After watching the video in class on John Cage (I Have Nothing to Say and I am Saying It) I really began to understand what he was striving for and experiment with. He was exploring sound and what there was to distinguish it from "music." When you think about it, the first instruments came to be when someone banged on or plucked or rattled an object. I'm sure the thought was "oooh that's a cool sound," and after years and years, that sound was harnessed and fine-tuned, and manipulated until it's what we know today as the musical instrument. It seems that, as we got to a certain point, we decided we were done finding new sounds and simply focused our efforts on the manipulation of those sounds, leaving an entire world full of vibrations to be explored. It seems that, as we limited ourselves to the perfecting of those sounds and instruments already discovered, we also limited our perception of what is or can be music. John Cage simply questioned why we limited ourselves in the first place, and continued the pioneering of instrumental discovery. All things in nature have unique and interesting noises associated with them, and Cage sought to incorporate all of those distinct qualities into his works to broaden both his and others' perception of art and music.
I found it very interesting that Cage claimed to want to be so free in his composition so as to be free of any restrictions of taste -even his. I would go as far to say especially his. As an artist, and even one who walks to the beat of his or her own drum, whether a work comes into being or not depends solely on whether the artist deems it worthy. Even when the opinions of the rest of the world are disregarded, the artist's likes, dislikes, preferences, and motives get in the way of art coming into being. By use of chance operations, Cage was able to free himself from his own constraints and allowed for the art -good or bad or beautiful or ugly or discordant- to come into being without hindrance. Cage said something to the effect of "When I hear a sound and I don't like it, I stop and think, 'why did I not like it?' and after a while, I cease to not like it anymore." I think this indicates his philosophy toward sound and music as one based on pure experience. It's not about liking or not liking the sound, but about simply hearing and experiencing it.
When commenting on his use of chance operations, Cage said something that thoroughly impressed me. It was something like, "The purpose of art isn't to convey a message. The purpose of art is to imitate Nature in her method of operation." I can dig it. Nature is random and chaotic, beautiful and terrible, but all things considered, it is very real. Look at a rose. No predictable pattern, full of imperfections, and yet it affects people. Look at moldy cheese, no predictable pattern, full of imperfections, and yet it affects people. It doesn't so much matter whether you prefer one to the other, but simply that it exists. It's about experiencing it, whether you particularly like it or not. I think Cage achieved this chaotic imitation of Nature's operations through his works, and did, in fact achieve the freedom to imitate her though use of chance operations.

1 comment:

Mark said...

I agree with penny’s observation that “the first instruments came to be when someone banged on or plucked or rattled an object…and after years and years, that sound was harnessed and fine-tuned, and manipulated until it's what we know today as the musical instrument.” But that can be taken one step further as to the degree of fine tuning. We’ve gotten these noises separated to a certain point, but, for no apparent reason, we’ve seemed to have arbitrarily stopped at our current degree of fine tuning. Why did we stop?

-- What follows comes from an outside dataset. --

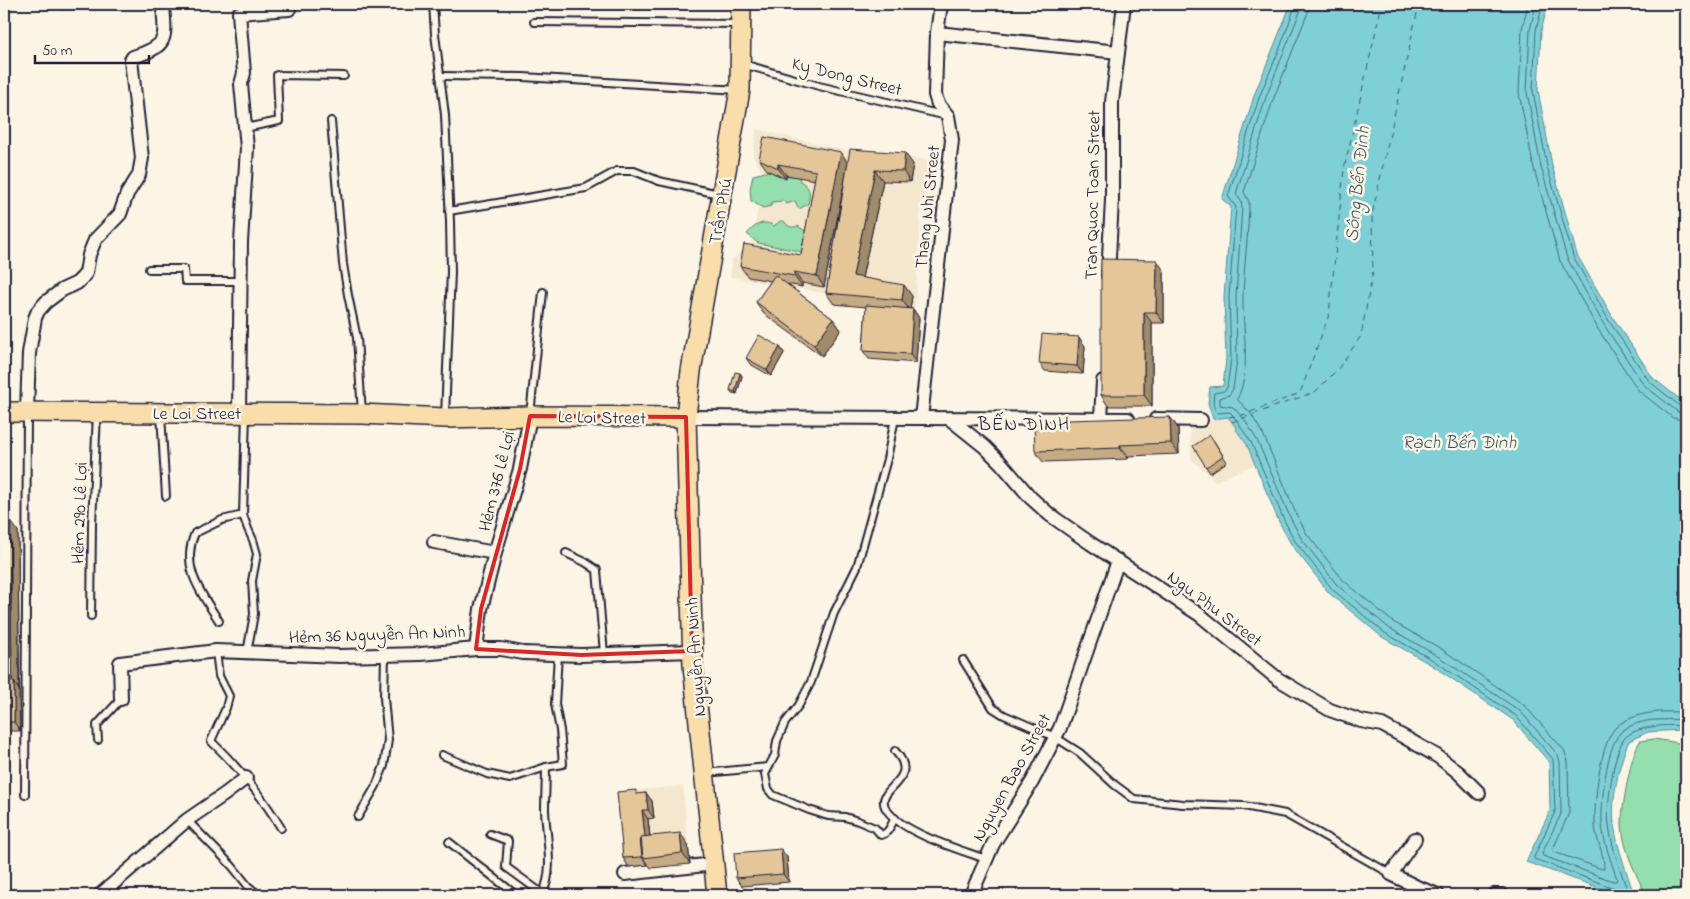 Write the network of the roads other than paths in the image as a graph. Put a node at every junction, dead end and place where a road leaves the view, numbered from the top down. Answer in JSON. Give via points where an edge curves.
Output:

Blues is the only genre of “western” music (as to the extent of my knowledge) that would frequently use sounds in-between notes in their songs. The technique they used to do this was called “note-bending”. This technique, however, was very fickle in that you didn’t push a certain key on the piano to create a certain sound in-between two notes. What they actually did was play a usual note on their instrument, and then had a device that would actually bend that note “up” or “down” and then return it to its normal sound. The flip side to this was that they couldn't just play one note in-between but were forced to play many in a gradual procession. Also, This wasn't used for the purpose of fine tuning; it was used to make the note sound "sad", almost as if it were moaning. So that doesn't really count. (I know they sell keyboards with a switch at the end of the keys that you can gradually push up or down while a note is resonating in order to bend it in case you were wondering.)

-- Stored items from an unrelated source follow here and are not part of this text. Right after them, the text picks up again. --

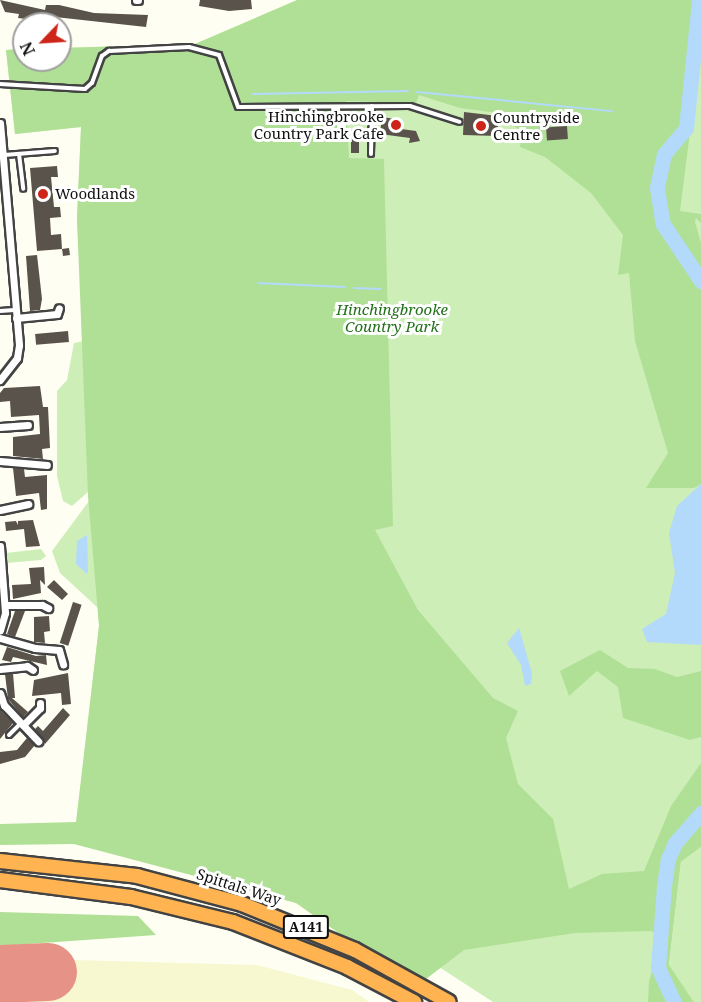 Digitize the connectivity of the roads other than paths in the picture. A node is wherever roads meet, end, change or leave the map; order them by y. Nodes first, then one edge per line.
1 (0, 84) edge
2 (372, 106) junction
3 (460, 122) dead end
4 (0, 123) edge
5 (55, 151) dead end
6 (371, 153) dead end
7 (20, 154) junction
8 (3, 155) junction
9 (2, 170) edge
10 (23, 189) dead end
11 (4, 210) edge
12 (10, 247) junction
13 (0, 248) edge
14 (59, 308) dead end
15 (16, 310) junction
16 (0, 311) edge
17 (16, 318) junction
18 (0, 380) edge
19 (28, 425) dead end
20 (0, 427) edge
21 (0, 461) edge
22 (47, 465) dead end
23 (28, 504) dead end
24 (0, 510) edge
25 (0, 546) edge
26 (5, 605) junction
27 (48, 608) dead end
28 (1, 621) edge
29 (0, 630) edge
30 (0, 638) edge
31 (63, 664) dead end
32 (0, 669) edge
33 (33, 670) dead end
34 (0, 693) edge
35 (40, 703) dead end
36 (22, 724) junction
37 (9, 735) dead end
38 (38, 741) dead end
39 (0, 861) edge
40 (0, 880) edge
41 (414, 1002) edge
42 (449, 1002) edge

1 - 2 lane
2 - 3 lane
2 - 6 lane
4 - 8 street
5 - 7 lane
7 - 8 lane
7 - 10 lane
8 - 9 street
9 - 11 street
11 - 12 street
12 - 13 street
12 - 15 street
14 - 17 street
15 - 16 lane
15 - 17 street
17 - 18 street
19 - 20 street
21 - 22 street
23 - 24 street
25 - 26 street
26 - 27 street
26 - 28 street
28 - 29 street
30 - 31 street
32 - 33 street
34 - 36 street
35 - 36 street
36 - 37 lane
36 - 38 street
39 - 42 highway, Spittals Way / A141
40 - 41 highway, A141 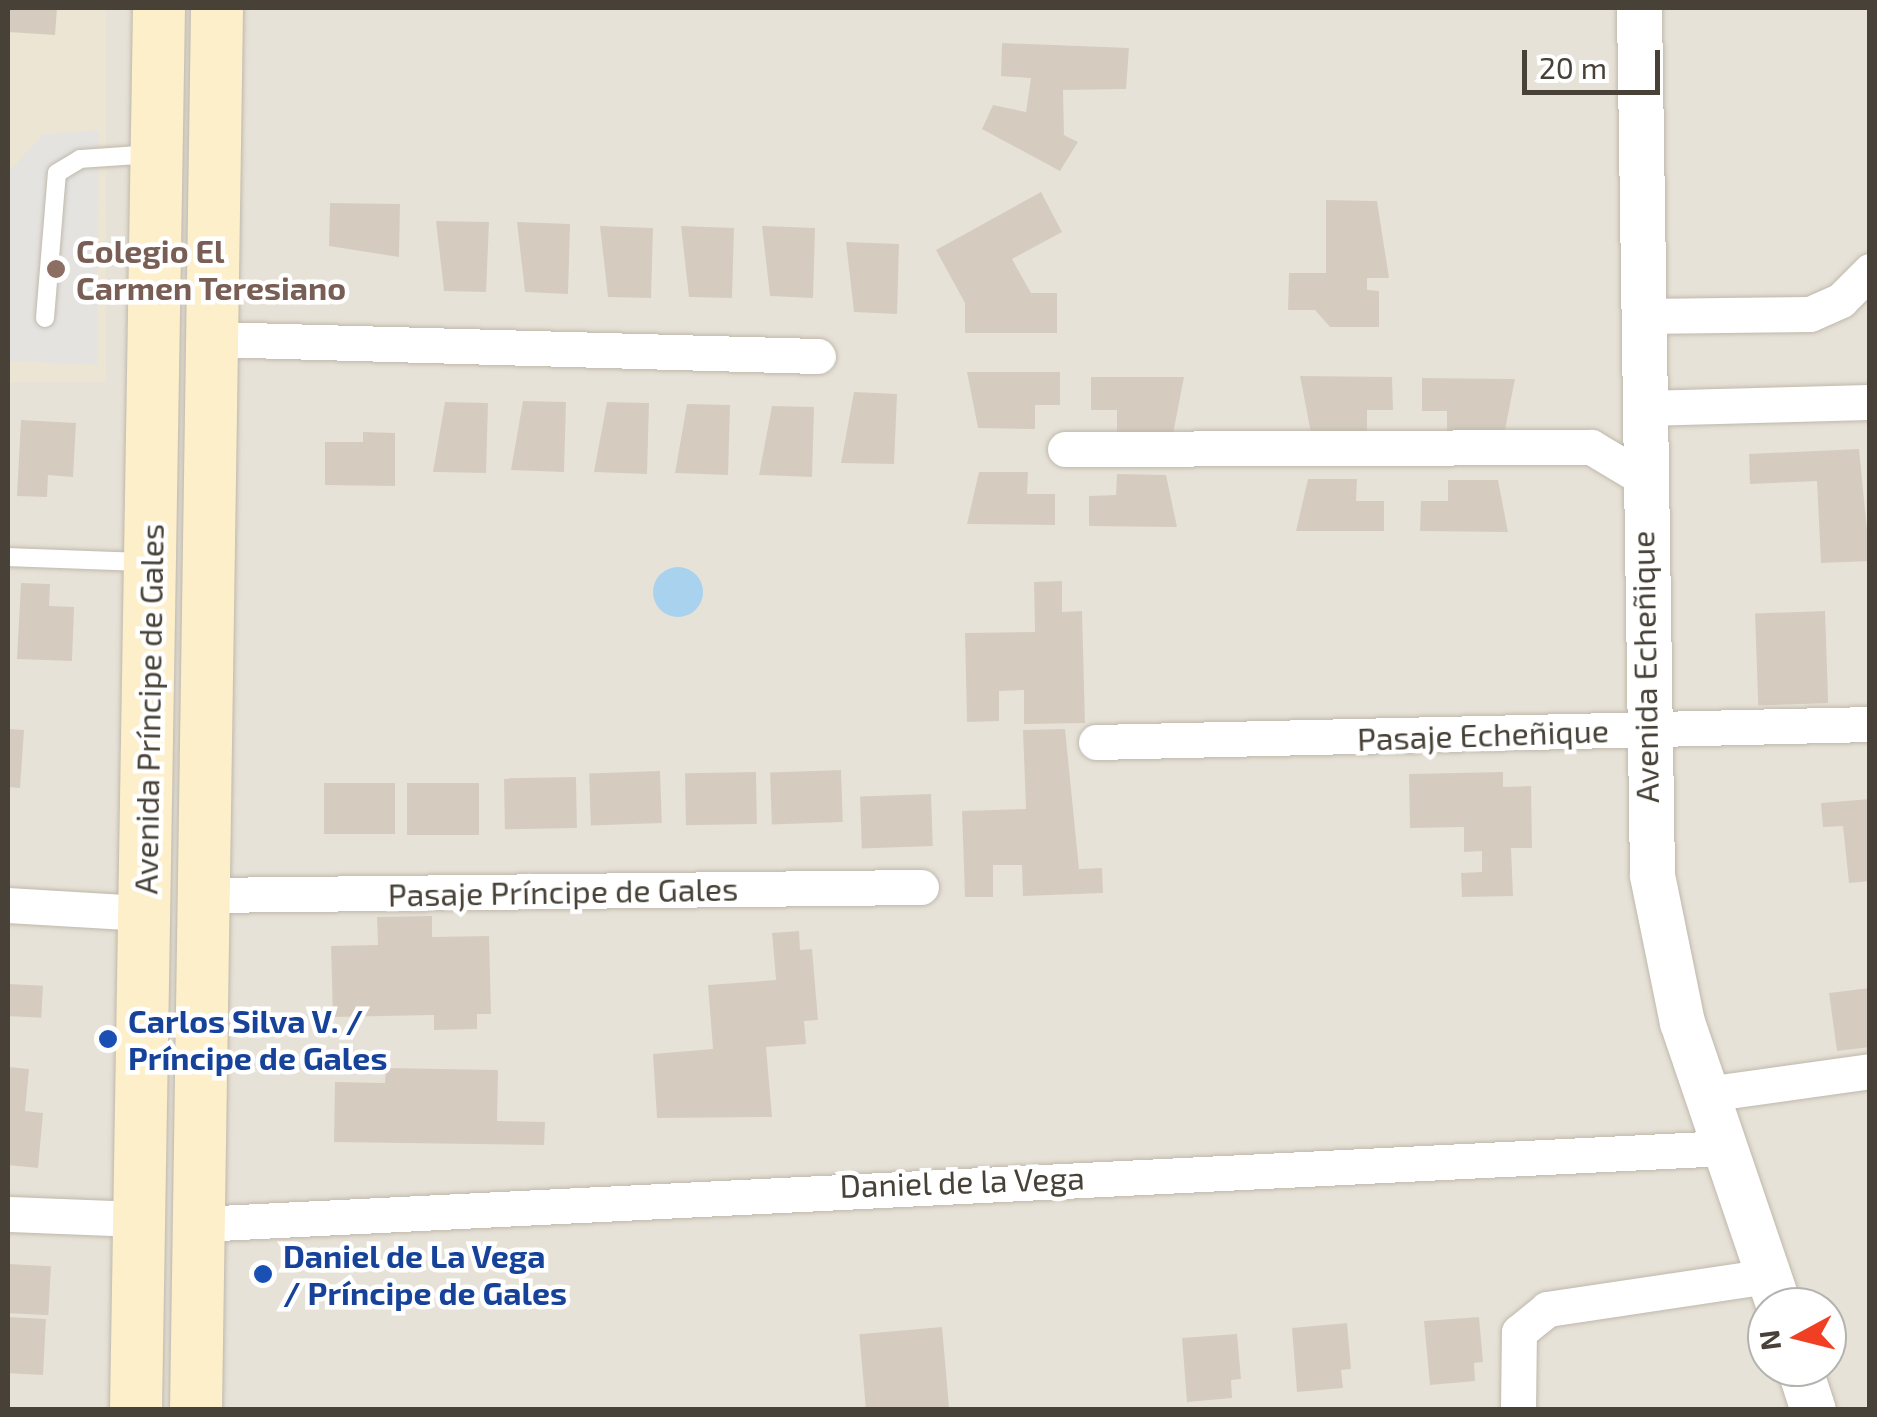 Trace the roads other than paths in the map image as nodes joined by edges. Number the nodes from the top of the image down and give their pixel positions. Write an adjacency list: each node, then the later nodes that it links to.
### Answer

Harry Partch, however, was so obsessed with this fine tuning process that he invented his own scale. He based this new scale off of the ancient Greeks, “who, at least in theory, derived all musical pitches from the clean integer ratios of the natural harmonic series.” What he ended up with was a scale that was three and seven twelfths more fine tuned than ours, containing 43 notes as compared to our 12, and had to adapt modern instruments in order to play anything that he composed.

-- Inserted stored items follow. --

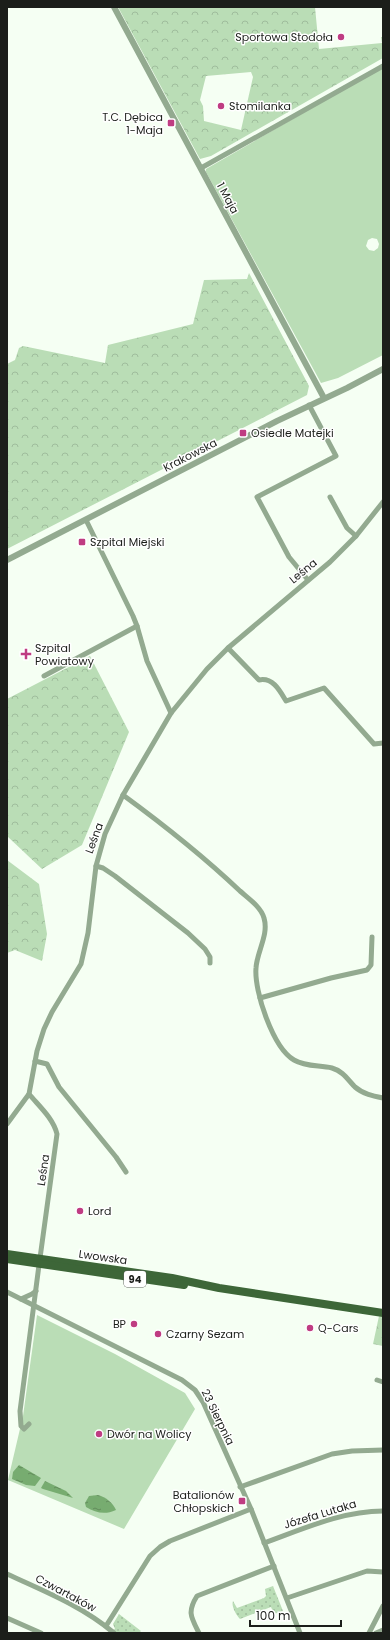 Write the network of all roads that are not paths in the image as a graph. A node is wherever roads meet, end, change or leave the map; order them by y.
1 (114, 7) edge
2 (383, 66) edge
3 (201, 168) junction
4 (383, 369) edge
5 (324, 398) junction
6 (309, 405) junction
7 (330, 497) dead end
8 (382, 505) edge
9 (86, 520) junction
10 (356, 536) junction
11 (7, 560) edge
12 (308, 580) junction
13 (137, 626) junction
14 (228, 648) junction
15 (44, 676) dead end
16 (171, 713) junction
17 (383, 743) edge
18 (123, 795) junction
19 (96, 866) junction
20 (372, 938) dead end
21 (210, 963) dead end
22 (260, 998) junction
23 (35, 1061) junction
24 (29, 1094) junction
25 (383, 1098) edge
26 (7, 1124) edge
27 (126, 1172) dead end
28 (7, 1254) edge
29 (7, 1259) edge
30 (40, 1261) junction
31 (36, 1291) junction
32 (7, 1292) edge
33 (21, 1299) junction
34 (34, 1306) junction
35 (383, 1313) edge
36 (377, 1380) dead end
37 (383, 1382) edge
38 (29, 1424) dead end
39 (383, 1450) edge
40 (240, 1486) junction
41 (250, 1509) junction
42 (383, 1512) edge
43 (264, 1543) junction
44 (274, 1566) junction
45 (383, 1572) edge
46 (7, 1574) edge
47 (286, 1598) junction
48 (383, 1606) edge
49 (7, 1618) edge
50 (106, 1626) junction
51 (383, 1630) edge
52 (41, 1633) edge
53 (114, 1633) edge
54 (199, 1633) edge
55 (300, 1633) edge
56 (369, 1633) edge
57 (376, 1633) edge

1 - 3 street, 1 Maja
2 - 3 street
3 - 5 street, 1 Maja
4 - 5 street, Krakowska
5 - 6 street, Krakowska
6 - 9 street, Krakowska
6 - 12 street
7 - 10 street
8 - 10 street, Leśna
9 - 11 street, Krakowska
9 - 13 street
10 - 12 street, Leśna
12 - 14 street, Leśna
13 - 15 street
13 - 16 street
14 - 16 street, Leśna
14 - 17 street
16 - 18 street, Leśna
18 - 19 street, Leśna
18 - 22 street
19 - 21 street
19 - 23 street, Leśna
20 - 22 street
22 - 25 street
23 - 24 street, Leśna
23 - 27 street
24 - 26 street, Leśna
24 - 30 street, Leśna
28 - 30 main road, Lwowska / 94
29 - 30 main road, Lwowska / 94
30 - 31 street, Leśna
30 - 35 main road, Lwowska / 94
31 - 33 street
31 - 34 street, Leśna
32 - 33 street, 23 Sierpnia
33 - 34 street, 23 Sierpnia
34 - 38 street, Leśna
34 - 40 street, 23 Sierpnia
36 - 37 street
39 - 40 street
40 - 41 street, 23 Sierpnia
41 - 43 street, 23 Sierpnia
41 - 50 street
42 - 43 street, Józefa Lutaka
43 - 44 street, 23 Sierpnia
44 - 47 street, 23 Sierpnia
44 - 54 street
45 - 47 street
46 - 50 street, Czwartaków
47 - 55 street, 23 Sierpnia
48 - 56 street
49 - 52 street
50 - 53 street, Czwartaków
51 - 57 street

So I just wondered, when reading "Beethoven Was Wrong", why we stopped? Or better yet, why did we go backwards? The Romans, who have helped to shape so many aspects of our culture, all but revered the Greeks for their artistic ability. Many Greeks were enslaved, not to do hard labor, but to sculpt, paint, or play music for the Roman aristocracy. They were perhaps the only peoples that the Romans admitted to being better at something than them. So why if they were so respected for their musical talents did we not continue in their direction, but instead decided to be more simplistic? Did we, long ago, decide to take the easy way out?